DUBAI, United Arab Emirates (AP) — Nearly a dozen Saudi women’s rights activists, most of them imprisoned, attended their third court session on Wednesday and were told their trials will continue for at least two more weeks, people with knowledge of the cases told The Associated Press.
While the 11 women are being tried separately, they have been present at joint court appearances and, according to people with knowledge of the cases, they appear to be facing similar charges related to their activism and rights work.
Yet on Wednesday, the court gave the women different dates for their next session.
The ALQST rights group said some verdicts could be issued April 17, when the eight women who remain imprisoned are due back for their fourth court appearance.

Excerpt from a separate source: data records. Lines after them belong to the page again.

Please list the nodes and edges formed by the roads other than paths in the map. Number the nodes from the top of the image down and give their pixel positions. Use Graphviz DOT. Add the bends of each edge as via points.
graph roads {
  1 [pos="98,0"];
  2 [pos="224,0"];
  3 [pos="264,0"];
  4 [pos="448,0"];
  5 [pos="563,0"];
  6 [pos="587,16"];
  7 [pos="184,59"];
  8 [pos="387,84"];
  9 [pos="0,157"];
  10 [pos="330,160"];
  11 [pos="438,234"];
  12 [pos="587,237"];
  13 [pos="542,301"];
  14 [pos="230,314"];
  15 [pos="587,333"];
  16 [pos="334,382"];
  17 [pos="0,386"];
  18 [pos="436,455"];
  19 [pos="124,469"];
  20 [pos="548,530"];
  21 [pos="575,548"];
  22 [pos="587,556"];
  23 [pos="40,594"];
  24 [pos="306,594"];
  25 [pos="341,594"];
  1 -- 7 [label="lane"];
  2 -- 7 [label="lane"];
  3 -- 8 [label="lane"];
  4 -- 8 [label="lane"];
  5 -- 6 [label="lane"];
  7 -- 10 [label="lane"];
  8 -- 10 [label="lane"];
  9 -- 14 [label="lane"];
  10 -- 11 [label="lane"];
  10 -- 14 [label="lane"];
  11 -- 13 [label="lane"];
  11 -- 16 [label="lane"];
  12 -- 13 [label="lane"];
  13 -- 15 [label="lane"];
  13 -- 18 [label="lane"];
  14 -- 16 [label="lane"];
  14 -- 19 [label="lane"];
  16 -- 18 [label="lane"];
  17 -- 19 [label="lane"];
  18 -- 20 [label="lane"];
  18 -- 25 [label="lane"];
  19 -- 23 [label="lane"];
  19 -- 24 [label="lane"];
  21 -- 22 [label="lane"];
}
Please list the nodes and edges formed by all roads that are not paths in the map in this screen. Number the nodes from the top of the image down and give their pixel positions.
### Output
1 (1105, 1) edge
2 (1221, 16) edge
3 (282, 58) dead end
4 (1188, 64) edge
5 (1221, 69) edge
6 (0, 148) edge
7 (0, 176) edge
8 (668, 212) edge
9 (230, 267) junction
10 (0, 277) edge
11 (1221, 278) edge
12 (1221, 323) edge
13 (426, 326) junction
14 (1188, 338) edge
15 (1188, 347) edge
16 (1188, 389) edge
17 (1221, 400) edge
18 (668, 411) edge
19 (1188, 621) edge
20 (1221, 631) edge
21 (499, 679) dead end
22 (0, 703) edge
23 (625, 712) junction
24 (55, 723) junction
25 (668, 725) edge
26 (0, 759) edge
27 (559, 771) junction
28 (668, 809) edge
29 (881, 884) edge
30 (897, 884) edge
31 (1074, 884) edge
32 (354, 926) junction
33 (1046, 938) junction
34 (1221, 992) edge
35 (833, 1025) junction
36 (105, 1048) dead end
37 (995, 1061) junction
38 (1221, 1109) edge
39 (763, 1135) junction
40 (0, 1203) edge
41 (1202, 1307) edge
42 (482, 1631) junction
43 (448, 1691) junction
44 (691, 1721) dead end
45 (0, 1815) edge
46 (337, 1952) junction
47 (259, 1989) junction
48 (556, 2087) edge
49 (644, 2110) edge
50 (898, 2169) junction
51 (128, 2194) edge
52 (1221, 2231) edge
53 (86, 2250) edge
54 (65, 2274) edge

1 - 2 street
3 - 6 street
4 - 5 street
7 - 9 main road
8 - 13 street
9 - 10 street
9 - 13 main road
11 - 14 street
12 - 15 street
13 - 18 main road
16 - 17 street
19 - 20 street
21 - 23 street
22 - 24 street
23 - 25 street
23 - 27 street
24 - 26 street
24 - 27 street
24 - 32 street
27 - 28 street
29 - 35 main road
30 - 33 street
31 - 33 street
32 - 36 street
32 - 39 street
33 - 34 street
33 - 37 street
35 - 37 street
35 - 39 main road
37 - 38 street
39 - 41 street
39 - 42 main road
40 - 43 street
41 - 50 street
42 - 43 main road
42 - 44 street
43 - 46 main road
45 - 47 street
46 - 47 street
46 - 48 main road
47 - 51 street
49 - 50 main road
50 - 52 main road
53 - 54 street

The court is also expected to hold more bail hearings in the coming days.
Most of the women, including prominent activist Loujain al-Hathloul, have been imprisoned since May of last year.
Meanwhile, three women who were granted temporary release last week, among them Aziza al-Yousef and Eman al-Najfan, were told their next court date would take place after the Muslim holy month of Ramadan, which coincides with early June. The king traditionally issues pardons after Ramadan, however they do not typically include political detainees.
Last month, some of the women were pressured into signing a request for a royal pardon, according to people with knowledge of the arrests.
The Associated Press was also told that the prosecutor presented on Wednesday a rebuttal denying the women’s claims they’d been tortured during interrogations.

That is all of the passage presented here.